● Excerpted data:

'''

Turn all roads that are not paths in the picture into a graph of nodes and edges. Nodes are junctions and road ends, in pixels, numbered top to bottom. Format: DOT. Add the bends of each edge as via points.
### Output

'''
'''

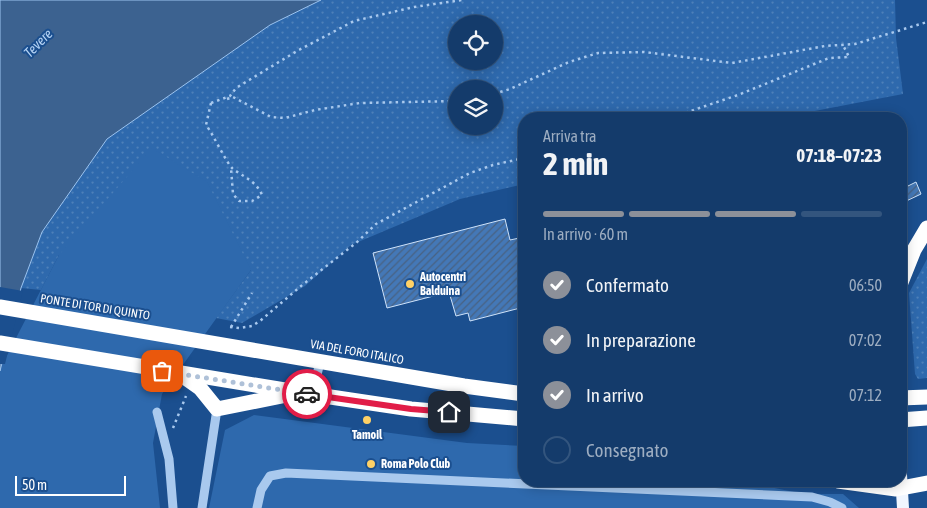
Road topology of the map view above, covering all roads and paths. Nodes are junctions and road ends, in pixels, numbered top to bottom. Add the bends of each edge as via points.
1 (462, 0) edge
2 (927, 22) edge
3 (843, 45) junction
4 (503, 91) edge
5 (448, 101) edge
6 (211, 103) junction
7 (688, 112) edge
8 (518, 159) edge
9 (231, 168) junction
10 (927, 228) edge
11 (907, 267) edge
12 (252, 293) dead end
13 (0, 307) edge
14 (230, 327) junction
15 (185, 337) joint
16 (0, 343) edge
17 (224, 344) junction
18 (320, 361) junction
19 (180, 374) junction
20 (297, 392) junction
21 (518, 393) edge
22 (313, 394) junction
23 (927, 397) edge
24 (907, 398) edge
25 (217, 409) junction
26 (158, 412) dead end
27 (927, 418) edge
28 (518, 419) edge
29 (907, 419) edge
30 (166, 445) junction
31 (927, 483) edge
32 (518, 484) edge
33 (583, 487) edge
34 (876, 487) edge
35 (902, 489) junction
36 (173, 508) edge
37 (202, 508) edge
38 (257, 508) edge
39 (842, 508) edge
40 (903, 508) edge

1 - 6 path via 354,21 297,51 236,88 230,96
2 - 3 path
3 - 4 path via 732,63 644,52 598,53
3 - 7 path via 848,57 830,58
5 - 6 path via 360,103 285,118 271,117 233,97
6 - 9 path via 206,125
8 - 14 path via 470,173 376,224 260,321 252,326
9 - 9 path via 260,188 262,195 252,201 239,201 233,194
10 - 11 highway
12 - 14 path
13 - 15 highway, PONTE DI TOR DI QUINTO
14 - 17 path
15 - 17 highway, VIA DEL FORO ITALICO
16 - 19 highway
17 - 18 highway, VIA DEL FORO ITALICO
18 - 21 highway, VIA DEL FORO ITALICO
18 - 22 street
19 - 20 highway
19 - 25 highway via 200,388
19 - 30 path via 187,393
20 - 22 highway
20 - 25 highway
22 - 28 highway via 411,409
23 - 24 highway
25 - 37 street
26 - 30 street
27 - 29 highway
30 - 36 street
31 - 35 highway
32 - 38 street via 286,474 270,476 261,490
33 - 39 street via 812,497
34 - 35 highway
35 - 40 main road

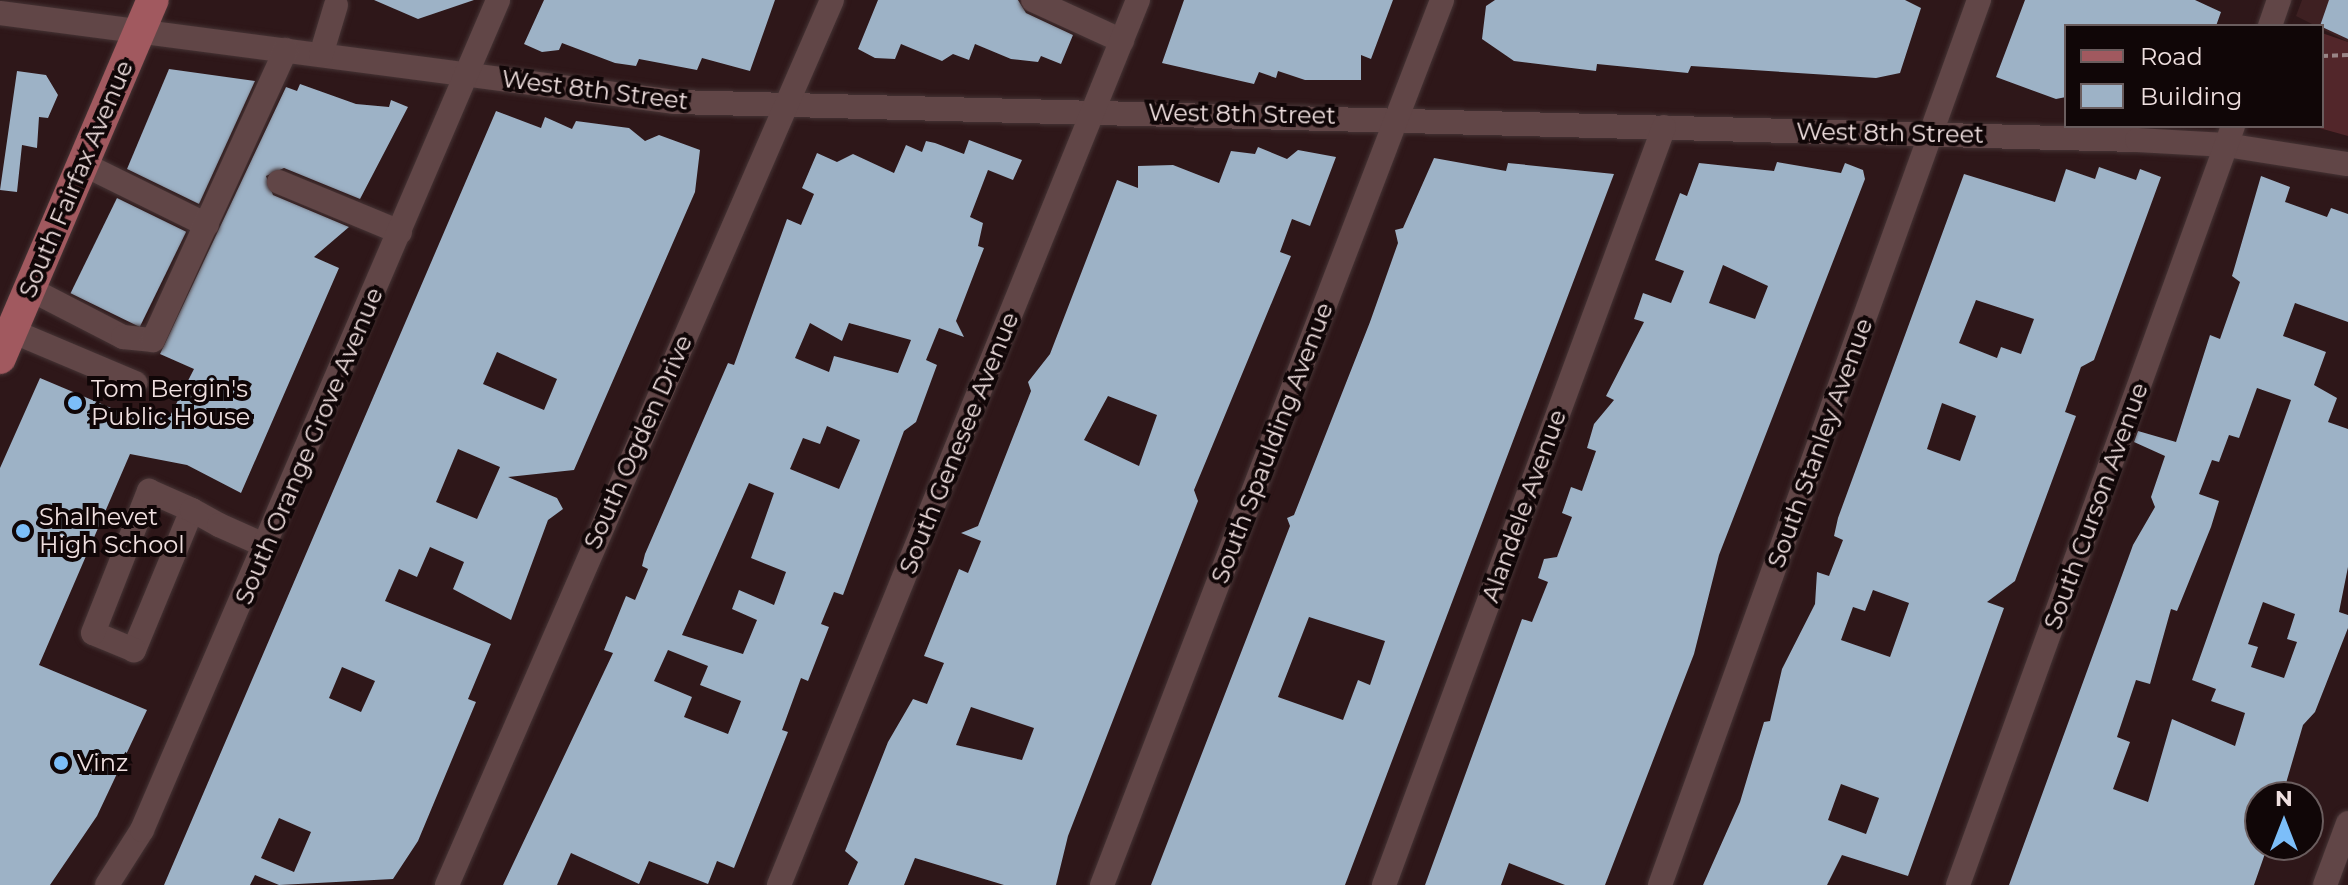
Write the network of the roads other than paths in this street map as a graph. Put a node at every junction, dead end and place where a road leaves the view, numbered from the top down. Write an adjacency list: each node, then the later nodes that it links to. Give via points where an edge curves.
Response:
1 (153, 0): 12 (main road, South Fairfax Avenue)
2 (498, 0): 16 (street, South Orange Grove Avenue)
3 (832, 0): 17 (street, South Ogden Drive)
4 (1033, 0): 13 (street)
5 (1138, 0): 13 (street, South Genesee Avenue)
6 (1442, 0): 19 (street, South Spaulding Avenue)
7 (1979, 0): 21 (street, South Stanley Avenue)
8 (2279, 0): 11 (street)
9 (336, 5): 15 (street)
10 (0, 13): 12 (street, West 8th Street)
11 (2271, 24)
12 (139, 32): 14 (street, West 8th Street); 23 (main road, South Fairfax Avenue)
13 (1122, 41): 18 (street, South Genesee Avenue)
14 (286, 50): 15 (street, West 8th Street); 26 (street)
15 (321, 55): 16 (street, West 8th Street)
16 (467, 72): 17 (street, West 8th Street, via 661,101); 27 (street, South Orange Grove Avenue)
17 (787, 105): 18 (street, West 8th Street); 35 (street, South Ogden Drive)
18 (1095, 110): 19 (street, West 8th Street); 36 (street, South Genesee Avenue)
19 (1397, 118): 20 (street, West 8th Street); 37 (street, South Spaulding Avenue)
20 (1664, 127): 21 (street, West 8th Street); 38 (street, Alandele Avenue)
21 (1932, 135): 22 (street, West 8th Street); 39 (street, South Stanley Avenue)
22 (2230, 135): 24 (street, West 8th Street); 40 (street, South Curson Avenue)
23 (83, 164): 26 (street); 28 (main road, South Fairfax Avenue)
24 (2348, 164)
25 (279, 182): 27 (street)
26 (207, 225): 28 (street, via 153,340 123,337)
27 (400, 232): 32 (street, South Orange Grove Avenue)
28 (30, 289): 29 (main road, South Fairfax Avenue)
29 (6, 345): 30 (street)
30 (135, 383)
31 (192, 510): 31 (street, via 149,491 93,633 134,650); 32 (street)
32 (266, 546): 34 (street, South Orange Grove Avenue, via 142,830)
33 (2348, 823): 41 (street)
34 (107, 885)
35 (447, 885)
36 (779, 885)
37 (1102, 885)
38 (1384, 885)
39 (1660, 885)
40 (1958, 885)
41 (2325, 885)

'''
'''

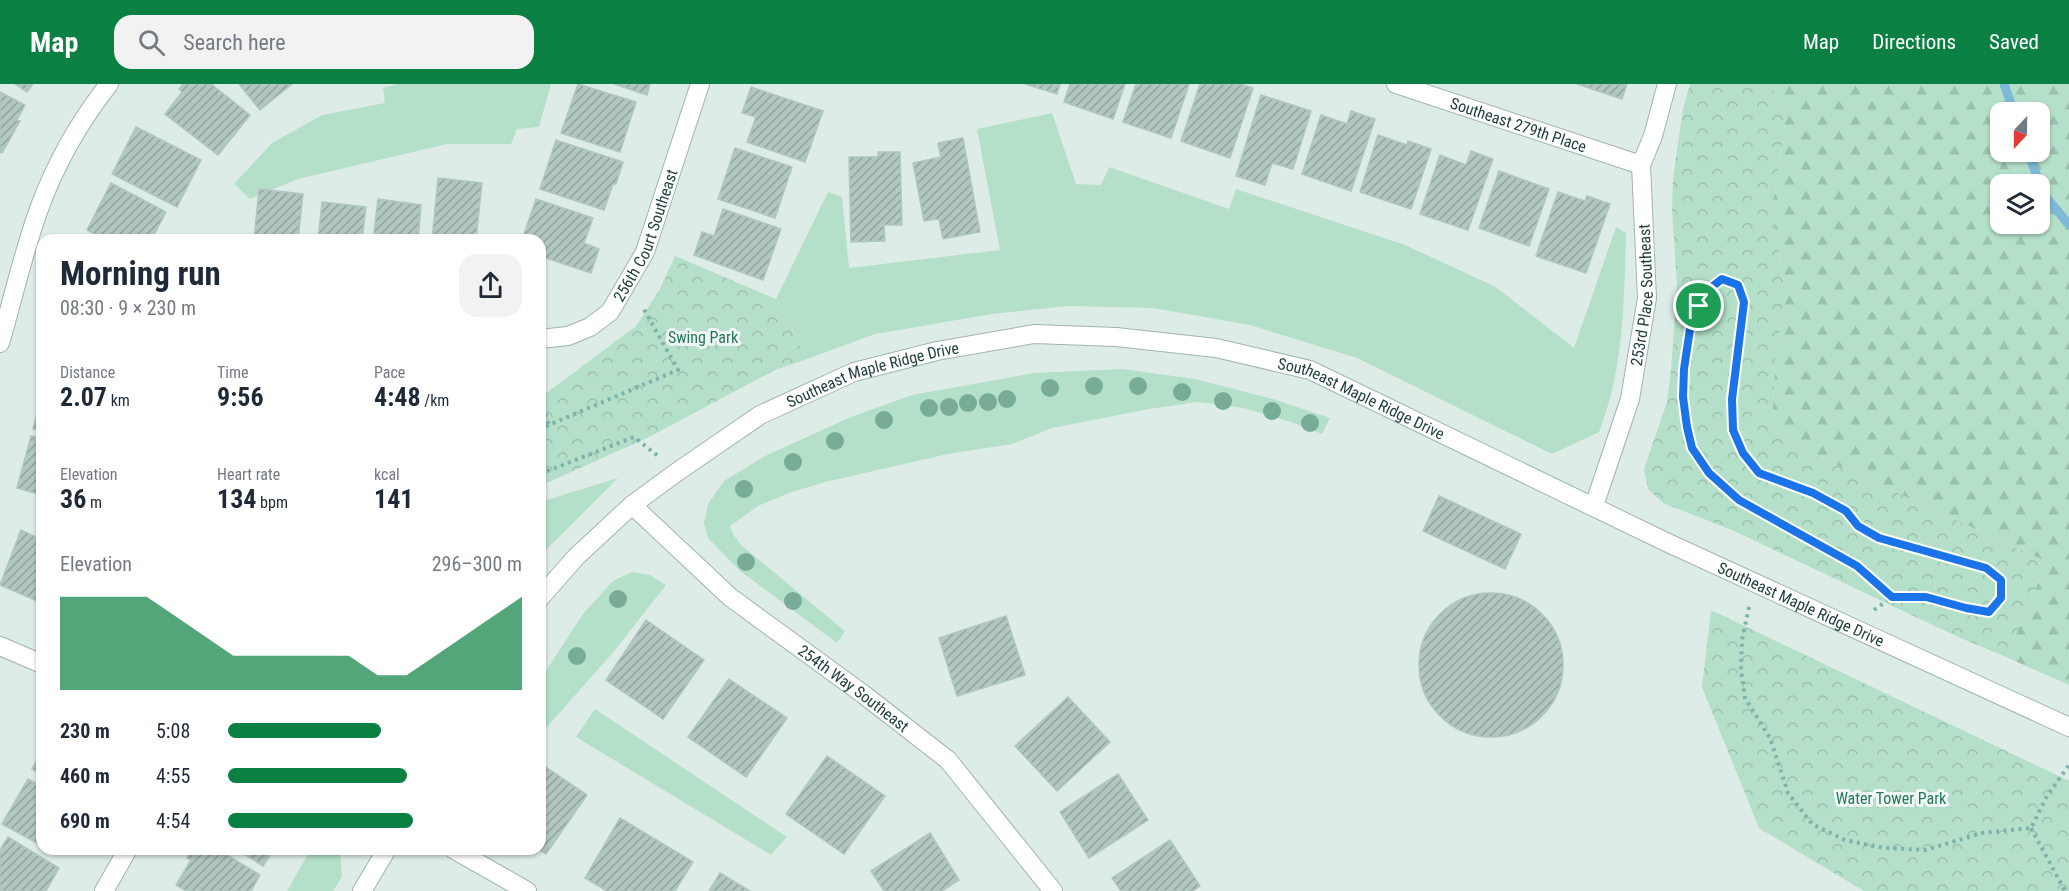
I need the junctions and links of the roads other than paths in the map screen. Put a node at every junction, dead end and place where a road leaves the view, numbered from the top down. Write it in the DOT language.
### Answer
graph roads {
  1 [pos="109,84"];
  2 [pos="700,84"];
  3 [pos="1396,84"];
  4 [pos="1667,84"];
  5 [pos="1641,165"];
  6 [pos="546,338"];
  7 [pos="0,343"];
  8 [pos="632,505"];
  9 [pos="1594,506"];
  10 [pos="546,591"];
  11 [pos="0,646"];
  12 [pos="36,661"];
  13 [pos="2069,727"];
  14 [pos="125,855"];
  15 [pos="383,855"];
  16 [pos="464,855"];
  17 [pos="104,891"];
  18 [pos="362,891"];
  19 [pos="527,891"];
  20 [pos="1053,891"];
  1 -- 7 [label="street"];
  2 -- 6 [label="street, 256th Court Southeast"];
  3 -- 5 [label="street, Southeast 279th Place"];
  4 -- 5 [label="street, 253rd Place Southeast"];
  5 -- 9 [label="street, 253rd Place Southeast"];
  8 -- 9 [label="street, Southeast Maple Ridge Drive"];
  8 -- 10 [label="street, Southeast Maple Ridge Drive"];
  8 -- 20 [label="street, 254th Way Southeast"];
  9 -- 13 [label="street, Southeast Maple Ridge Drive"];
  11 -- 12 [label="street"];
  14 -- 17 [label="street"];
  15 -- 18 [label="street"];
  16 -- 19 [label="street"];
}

'''

● Work to complete: Copy all lines of the listing above that contain the string "every".

● Solution to this problem:
Write the network of the roads other than paths in this street map as a graph. Put a node at every junction, dead end and place where a road leaves the view, numbered from the top down. Write an adjacency list: each node, then the later nodes that it links to. Give via points where an edge curves.
I need the junctions and links of the roads other than paths in the map screen. Put a node at every junction, dead end and place where a road leaves the view, numbered from the top down. Write it in the DOT language.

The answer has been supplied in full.